This goes back to the sample issue. How many times before have Spain played Russia IN Russia in front of a large crowd? Probably never.
---
All this is to say, cut Goldman some slack. There are a number of non-nefarious reasons why you may expect a soccer model to produce some spectacular miscues.
Pretty sure you just inadvertently identified why GS is so “great” at predicting economic movements.
The World Cup predictions from Goldman Sachs (and also UBS) are a form of recreation and entertainment with machine learning. It's an expression of quant nerd humor.
Analogous intellectual games would be engineers devising ridiculous Rube Goldberg contraptions[1] or programmers building "enterprise" FizzBuzz[2].
(I think it would add to the fun if GS uploaded their raw data and models to Github for others to play with.)
>It certainly didn't predict the final opposing France and Croatia on Sunday.

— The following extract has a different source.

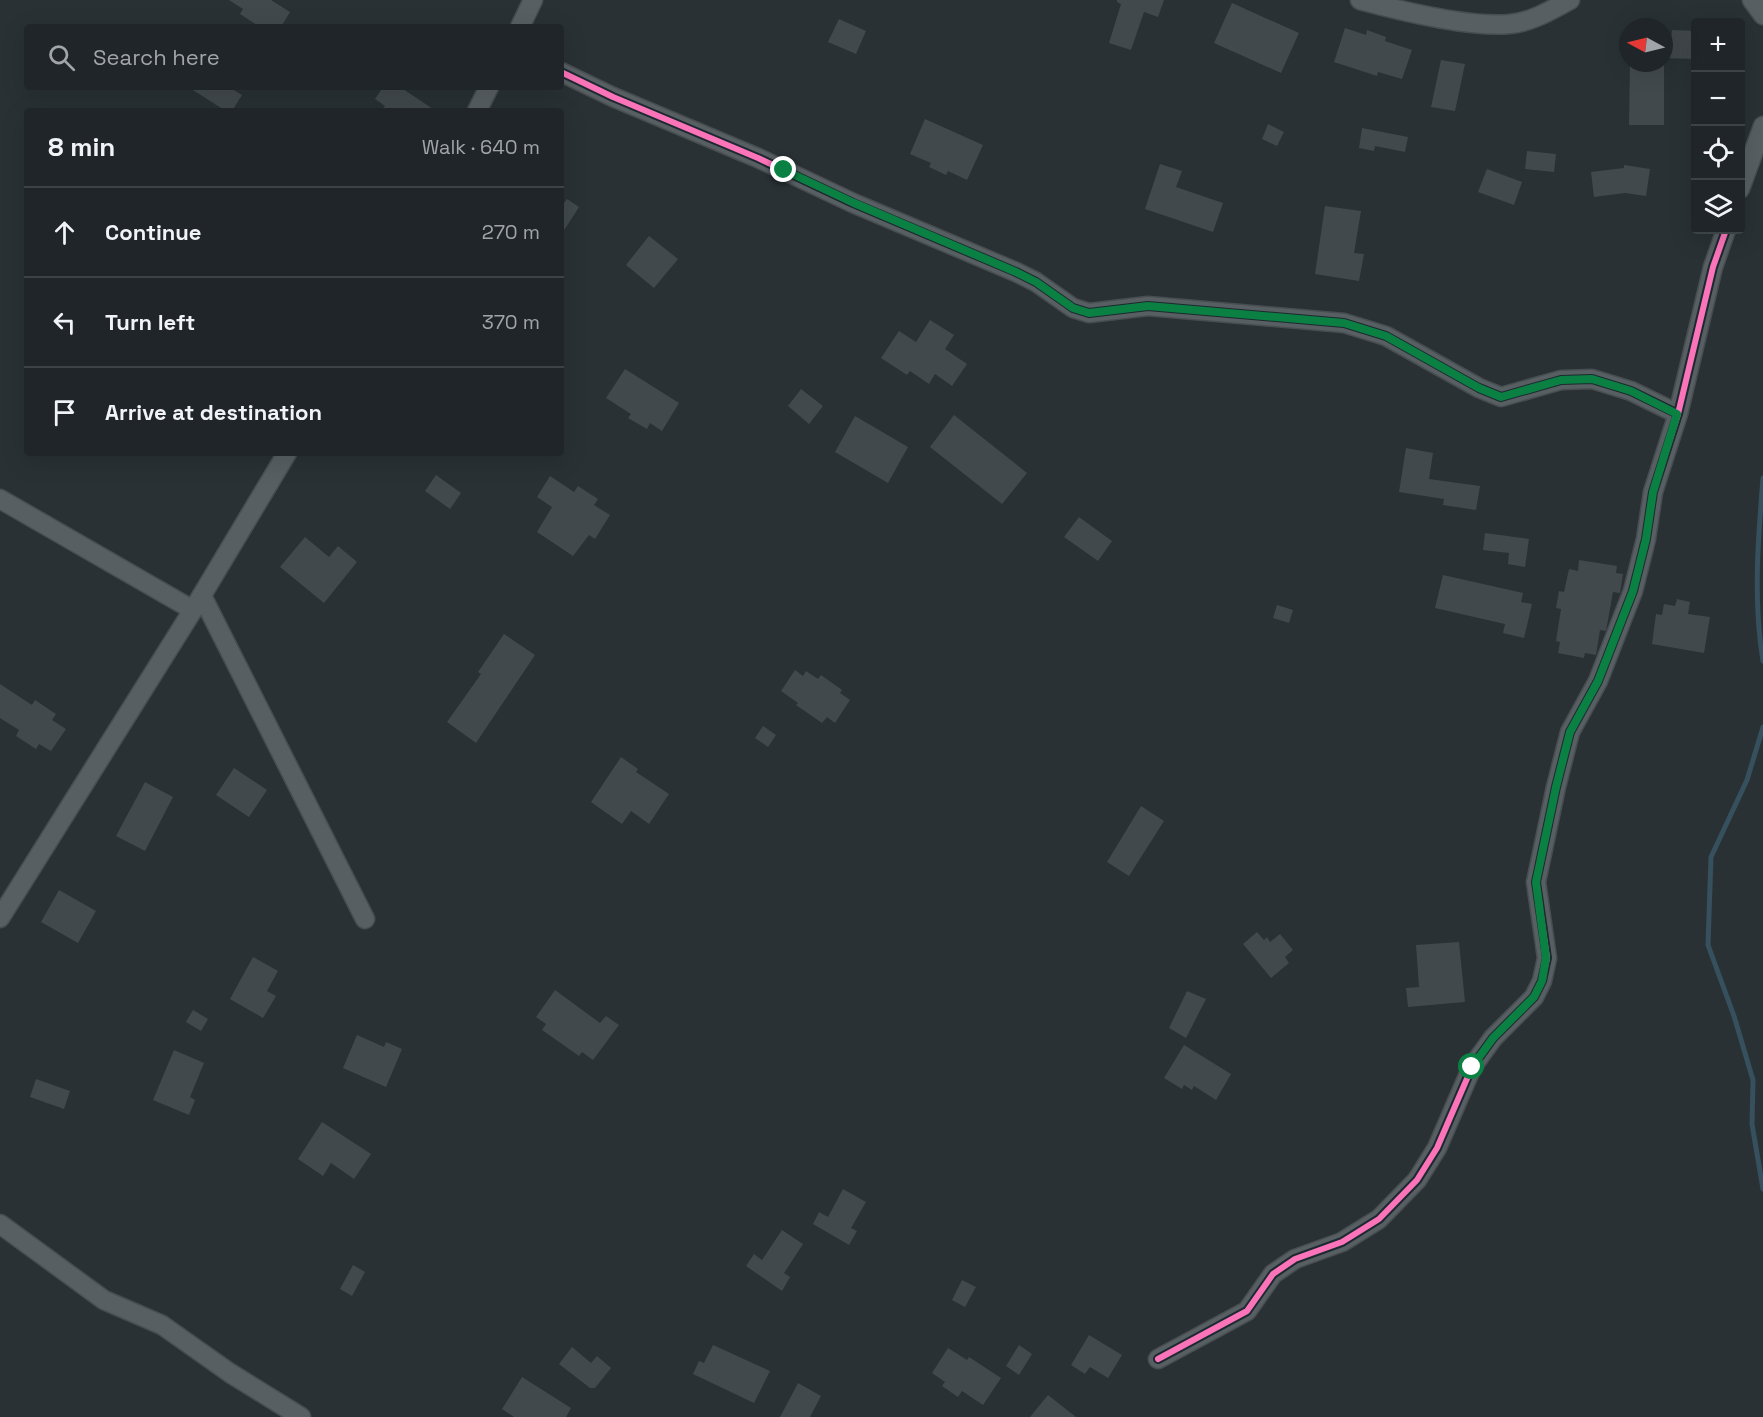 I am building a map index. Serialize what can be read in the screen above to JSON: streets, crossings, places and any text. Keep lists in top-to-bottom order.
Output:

True, but it did predict France having better chance winning overall but was handicapped by a tougher draw. It also predicted France beating Croatia in round 16 instead of the final. The pdf says:
>While Germany is more likely to get to the final, France has a marginally higher overall chance of winning the tournament,
[1] https://en.wikipedia.org/wiki/Rube_Goldberg_Machine_Contest#...
[2] https://github.com/EnterpriseQualityCoding/FizzBuzzEnterpris...
It's also Goldman Sachs and UBS choosing to attach their names to these and stake some reputation on these predictions. If they had hit the bullseye, they would be lauding these results.
For example, imagine a tournament with a large number of participants, where the winner is picked simply by fairly choosing a single random participant.
If I then gave you all the perfect historical data going back decades, you could do statistical analysis and determine that the winner is completely random and therefore the probability of success, for any particular participant, is p~=(1/n), where n is the number of participants. Your confidence in correctly predicting any particular outcome will drop as n rises.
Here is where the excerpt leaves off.